Getting the Most Out of Woodland Walks

Wherever you live in Britain, there are very few places where you’re more than a short distance from a good woodland walk and whatever kind of trees make up your local forest – conifers, broad-leafed trees or a mixture of the two – there’s likely to be plenty to see on it. Getting the most out of any woodland walk really comes down to knowing what to look for and when and where to look; the rest is simply a case of enjoying all that fresh air!

The Changing Seasons

The seasons are probably the biggest single influence on what you’re likely to see on a woodland walk – and it’s not just about the new leaves of spring or the turning colours of autumn. The ground vegetation changes over the year too, for example, with different wildflowers appearing as spring slips into summer while animal behaviour also adapts to the changing seasons and the lengthening or shortening daylight. Woodland birds that you’ll see busily collecting nesting material early in the year will often seem bolder still as the demands of their hungry summer brood force them to forage for more and more food to feed them. If you have spotted their nests in spring, you’ll be able to watch them later – taking care not to disturb them, of course.

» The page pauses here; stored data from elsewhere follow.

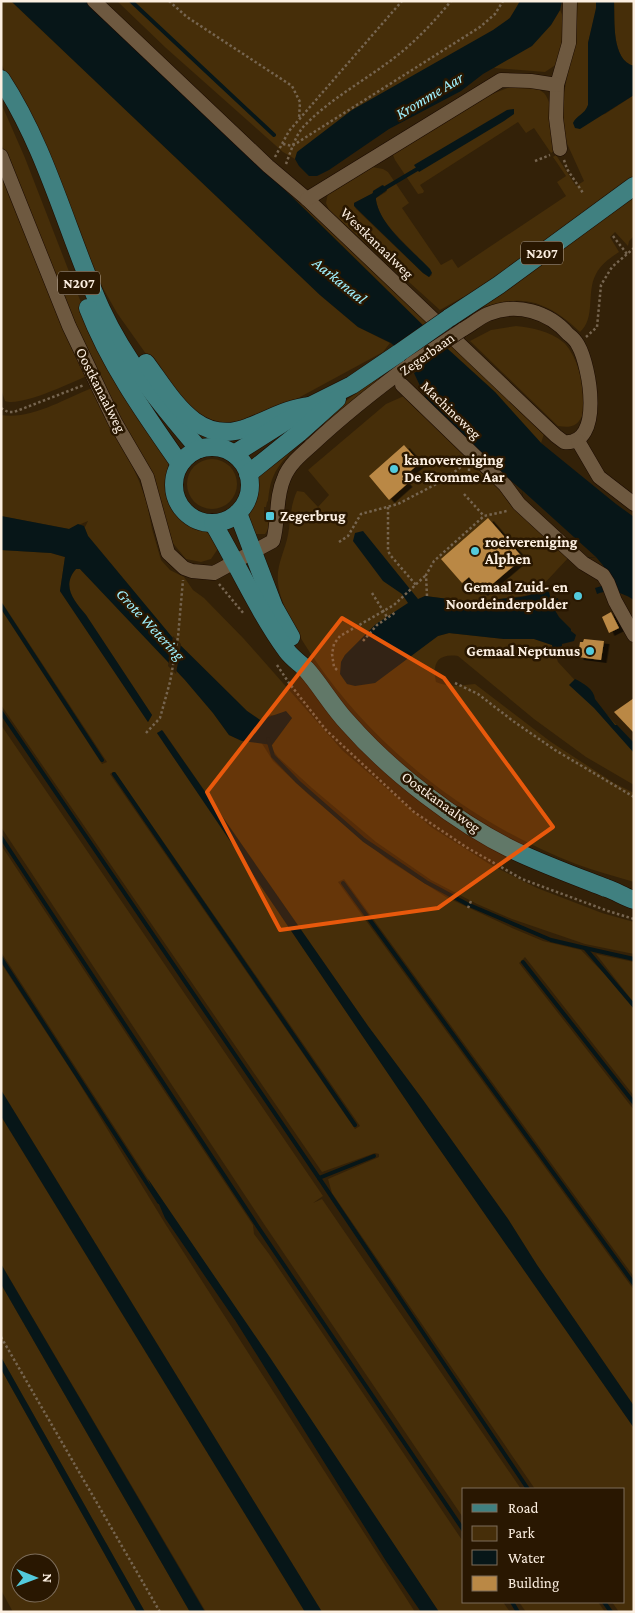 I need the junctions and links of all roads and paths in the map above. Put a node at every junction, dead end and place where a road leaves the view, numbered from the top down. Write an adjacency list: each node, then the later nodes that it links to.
1 (94, 1): 15 (street, Westkanaalweg)
2 (169, 1): 10 (path)
3 (402, 1): 10 (path)
4 (451, 1): 12 (path)
5 (503, 1): 12 (path)
6 (570, 1): 8 (street)
7 (1, 79): 23 (main road, N207)
8 (557, 85): 13 (street); 19 (street)
9 (1, 90): 36 (main road, Oostkanaalweg / N207)
10 (299, 120): 11 (path)
11 (282, 144): 12 (path); 15 (path)
12 (292, 146): 16 (path)
13 (560, 149): 18 (path)
14 (1, 156): 27 (street, Oostkanaalweg)
15 (268, 166): 16 (street, Westkanaalweg)
16 (280, 176): 19 (street, Westkanaalweg)
17 (634, 186): 24 (main road, Zegerbaan / N207)
18 (583, 193)
19 (307, 199): 32 (street, Westkanaalweg)
20 (614, 236): 22 (path)
21 (634, 248): 22 (path)
22 (627, 254): 25 (path)
23 (81, 263): 30 (main road, N207); 33 (main road, N207)
24 (456, 324): 25 (street, Zegerbaan); 26 (main road, Zegerbaan / N207, bridge)
25 (578, 344): 32 (street, Zegerbaan)
26 (405, 359): 29 (main road, Zegerbaan / N207); 46 (street, Zegerbaan)
27 (95, 381): 31 (path); 48 (street, Oostkanaalweg)
28 (402, 384): 35 (street, Machineweg)
29 (352, 385): 30 (main road, Zegerbaan / N207); 37 (main road, Zegerbaan / N207)
30 (310, 406): 34 (main road, Zegerbaan / N207)
31 (1, 408)
32 (578, 441): 39 (street)
33 (199, 449): 34 (main road); 36 (main road)
34 (234, 454): 37 (main road)
35 (475, 456): 40 (street, Machineweg); 41 (path)
36 (180, 464): 44 (main road)
37 (248, 474): 42 (main road)
38 (464, 494): 43 (path)
39 (634, 504)
40 (522, 506): 43 (path); 56 (street, Machineweg)
41 (388, 507): 45 (path); 50 (path)
42 (238, 513): 44 (main road); 46 (main road, Oostkanaalweg)
43 (484, 516): 49 (path)
44 (213, 523): 47 (main road, Oostkanaalweg)
45 (339, 542)
46 (252, 554): 47 (street); 58 (main road, Oostkanaalweg)
47 (235, 561): 48 (street); 58 (main road, Oostkanaalweg)
48 (184, 568): 61 (path)
49 (426, 575): 50 (path); 52 (path)
50 (417, 585): 53 (path)
51 (372, 593): 53 (path)
52 (427, 596)
53 (383, 611): 55 (path); 59 (path)
54 (396, 612): 57 (path)
55 (387, 617)
56 (634, 634)
57 (363, 641)
58 (306, 669): 63 (main road, Oostkanaalweg)
59 (337, 670)
60 (454, 683): 62 (path)
61 (146, 733)
62 (634, 797)
63 (609, 888): 64 (main road, Oostkanaalweg); 65 (main road, Oostkanaalweg)
64 (634, 891)
65 (634, 900)
66 (471, 901): 67 (path)
67 (468, 908)
68 (1, 1338): 69 (path)
69 (160, 1612)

As summer moves on, the young of many of our native mammals begin to put in an appearance too; deer fawns, fox cubs, young badgers and little rabbits can all be seen at this time, if you’re lucky and you don’t make too much noise. If all that sneaking around in silence isn’t quite what your youngsters have in mind, there are plenty of interesting things to see elsewhere too as autumn begins. Try a little fungus spotting, as the autumn woodland begins to sprout all kinds of colourful and dramatic mushrooms and toadstools. It can be great fun trying to identify the amazing shapes and patterns with the help of a good guide book – though picking them to eat is obviously rather ill-advised unless you really know what you’re doing!

A Good Guide

The value of good guide books isn’t restricted to fungi. They can be a big help generally when it comes to getting the best out of your woodland walks and they’re a great way to get kids confident at recognising the commoner trees, flowers and creatures that they’re likely to encounter. It’s worth considering getting one on tracks and trails too. Most of our larger native animals are fairly shy, which makes them quite hard to watch directly, but you can often spot the signs that they leave behind, if you know what to look out for, so at least you’ll know they’re there, even if you don’t actually spot them. Once you get your eye in, between footprints, animal pathways and feeding signs, you’ll soon start building a picture of what’s been roaming the woodland before you.

Smaller creatures are much easier to find, especially if you know where to look. If you get into the habit of turning over any likely-looking fallen logs or stones as you pass, or gently raking through the top inch or so of leaf-litter, you’ll often be rewarded with an interesting find. All manner of small animals – from beetles and slugs to newts and toads – can be found in this way, but do be sure to put their home back carefully, once you’ve had a chance to say hello, and handling these delicate creatures should obviously be kept to a minimum.

Whatever your own particular interest – plant or animal, large or small – there’s bound to be something to enjoy on a woodland walk, if you know when and where to look. Perhaps the best tip for getting the most out of a woodland walk, however, is simply to take your time and just enjoy the whole experience.